__ABOUT THIS EXERCISE__: Please retype the records below exactly as they stand.
◆ ◆ ◆ ◆ ◆
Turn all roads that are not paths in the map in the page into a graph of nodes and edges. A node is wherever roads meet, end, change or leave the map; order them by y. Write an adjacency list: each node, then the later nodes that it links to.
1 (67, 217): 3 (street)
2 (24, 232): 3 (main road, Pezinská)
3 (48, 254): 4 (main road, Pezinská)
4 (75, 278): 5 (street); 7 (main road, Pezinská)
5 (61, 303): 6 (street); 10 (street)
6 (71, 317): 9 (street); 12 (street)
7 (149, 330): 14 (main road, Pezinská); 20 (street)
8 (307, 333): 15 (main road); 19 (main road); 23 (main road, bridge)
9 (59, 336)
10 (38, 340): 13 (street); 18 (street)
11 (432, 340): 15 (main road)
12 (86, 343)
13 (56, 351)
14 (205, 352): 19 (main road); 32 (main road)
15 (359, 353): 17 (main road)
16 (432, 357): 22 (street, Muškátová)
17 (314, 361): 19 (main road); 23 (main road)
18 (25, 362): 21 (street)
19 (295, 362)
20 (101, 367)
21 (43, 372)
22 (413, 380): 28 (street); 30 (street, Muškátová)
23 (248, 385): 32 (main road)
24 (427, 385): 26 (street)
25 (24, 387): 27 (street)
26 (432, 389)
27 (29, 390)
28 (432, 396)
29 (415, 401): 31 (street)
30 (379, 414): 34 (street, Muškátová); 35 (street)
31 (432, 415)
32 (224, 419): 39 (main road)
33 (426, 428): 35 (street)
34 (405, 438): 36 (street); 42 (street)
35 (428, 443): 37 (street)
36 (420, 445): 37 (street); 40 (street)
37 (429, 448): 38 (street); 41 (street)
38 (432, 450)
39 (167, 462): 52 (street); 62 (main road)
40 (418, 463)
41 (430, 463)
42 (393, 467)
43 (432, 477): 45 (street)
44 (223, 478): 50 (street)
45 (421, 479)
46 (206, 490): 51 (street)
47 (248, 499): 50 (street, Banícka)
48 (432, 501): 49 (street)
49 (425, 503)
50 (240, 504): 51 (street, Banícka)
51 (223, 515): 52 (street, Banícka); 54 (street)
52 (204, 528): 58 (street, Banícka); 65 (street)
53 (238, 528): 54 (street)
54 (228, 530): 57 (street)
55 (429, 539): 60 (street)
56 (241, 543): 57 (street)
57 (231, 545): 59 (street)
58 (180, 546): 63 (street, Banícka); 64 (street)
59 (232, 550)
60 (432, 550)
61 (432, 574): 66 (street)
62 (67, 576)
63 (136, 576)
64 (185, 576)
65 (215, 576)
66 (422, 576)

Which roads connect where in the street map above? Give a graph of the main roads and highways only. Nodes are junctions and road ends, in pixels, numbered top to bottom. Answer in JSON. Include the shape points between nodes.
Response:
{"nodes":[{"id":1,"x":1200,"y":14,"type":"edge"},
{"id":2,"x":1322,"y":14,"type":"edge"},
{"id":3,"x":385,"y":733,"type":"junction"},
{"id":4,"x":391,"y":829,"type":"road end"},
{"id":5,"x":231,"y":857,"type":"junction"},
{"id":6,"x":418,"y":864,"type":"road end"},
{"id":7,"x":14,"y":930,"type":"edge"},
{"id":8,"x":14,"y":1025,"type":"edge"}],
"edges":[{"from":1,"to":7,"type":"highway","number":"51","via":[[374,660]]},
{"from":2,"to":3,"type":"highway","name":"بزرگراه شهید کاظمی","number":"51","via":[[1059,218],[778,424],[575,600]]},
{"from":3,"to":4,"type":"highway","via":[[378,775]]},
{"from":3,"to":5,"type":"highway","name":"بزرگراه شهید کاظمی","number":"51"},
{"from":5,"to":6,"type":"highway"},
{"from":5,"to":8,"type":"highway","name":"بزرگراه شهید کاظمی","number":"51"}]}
◆ ◆ ◆ ◆ ◆
__EXERCISE RESPONSE__:
Turn all roads that are not paths in the map in the page into a graph of nodes and edges. A node is wherever roads meet, end, change or leave the map; order them by y. Write an adjacency list: each node, then the later nodes that it links to.
1 (67, 217): 3 (street)
2 (24, 232): 3 (main road, Pezinská)
3 (48, 254): 4 (main road, Pezinská)
4 (75, 278): 5 (street); 7 (main road, Pezinská)
5 (61, 303): 6 (street); 10 (street)
6 (71, 317): 9 (street); 12 (street)
7 (149, 330): 14 (main road, Pezinská); 20 (street)
8 (307, 333): 15 (main road); 19 (main road); 23 (main road, bridge)
9 (59, 336)
10 (38, 340): 13 (street); 18 (street)
11 (432, 340): 15 (main road)
12 (86, 343)
13 (56, 351)
14 (205, 352): 19 (main road); 32 (main road)
15 (359, 353): 17 (main road)
16 (432, 357): 22 (street, Muškátová)
17 (314, 361): 19 (main road); 23 (main road)
18 (25, 362): 21 (street)
19 (295, 362)
20 (101, 367)
21 (43, 372)
22 (413, 380): 28 (street); 30 (street, Muškátová)
23 (248, 385): 32 (main road)
24 (427, 385): 26 (street)
25 (24, 387): 27 (street)
26 (432, 389)
27 (29, 390)
28 (432, 396)
29 (415, 401): 31 (street)
30 (379, 414): 34 (street, Muškátová); 35 (street)
31 (432, 415)
32 (224, 419): 39 (main road)
33 (426, 428): 35 (street)
34 (405, 438): 36 (street); 42 (street)
35 (428, 443): 37 (street)
36 (420, 445): 37 (street); 40 (street)
37 (429, 448): 38 (street); 41 (street)
38 (432, 450)
39 (167, 462): 52 (street); 62 (main road)
40 (418, 463)
41 (430, 463)
42 (393, 467)
43 (432, 477): 45 (street)
44 (223, 478): 50 (street)
45 (421, 479)
46 (206, 490): 51 (street)
47 (248, 499): 50 (street, Banícka)
48 (432, 501): 49 (street)
49 (425, 503)
50 (240, 504): 51 (street, Banícka)
51 (223, 515): 52 (street, Banícka); 54 (street)
52 (204, 528): 58 (street, Banícka); 65 (street)
53 (238, 528): 54 (street)
54 (228, 530): 57 (street)
55 (429, 539): 60 (street)
56 (241, 543): 57 (street)
57 (231, 545): 59 (street)
58 (180, 546): 63 (street, Banícka); 64 (street)
59 (232, 550)
60 (432, 550)
61 (432, 574): 66 (street)
62 (67, 576)
63 (136, 576)
64 (185, 576)
65 (215, 576)
66 (422, 576)

Which roads connect where in the street map above? Give a graph of the main roads and highways only. Nodes are junctions and road ends, in pixels, numbered top to bottom. Answer in JSON. Include the shape points between nodes.
Response:
{"nodes":[{"id":1,"x":1200,"y":14,"type":"edge"},
{"id":2,"x":1322,"y":14,"type":"edge"},
{"id":3,"x":385,"y":733,"type":"junction"},
{"id":4,"x":391,"y":829,"type":"road end"},
{"id":5,"x":231,"y":857,"type":"junction"},
{"id":6,"x":418,"y":864,"type":"road end"},
{"id":7,"x":14,"y":930,"type":"edge"},
{"id":8,"x":14,"y":1025,"type":"edge"}],
"edges":[{"from":1,"to":7,"type":"highway","number":"51","via":[[374,660]]},
{"from":2,"to":3,"type":"highway","name":"بزرگراه شهید کاظمی","number":"51","via":[[1059,218],[778,424],[575,600]]},
{"from":3,"to":4,"type":"highway","via":[[378,775]]},
{"from":3,"to":5,"type":"highway","name":"بزرگراه شهید کاظمی","number":"51"},
{"from":5,"to":6,"type":"highway"},
{"from":5,"to":8,"type":"highway","name":"بزرگراه شهید کاظمی","number":"51"}]}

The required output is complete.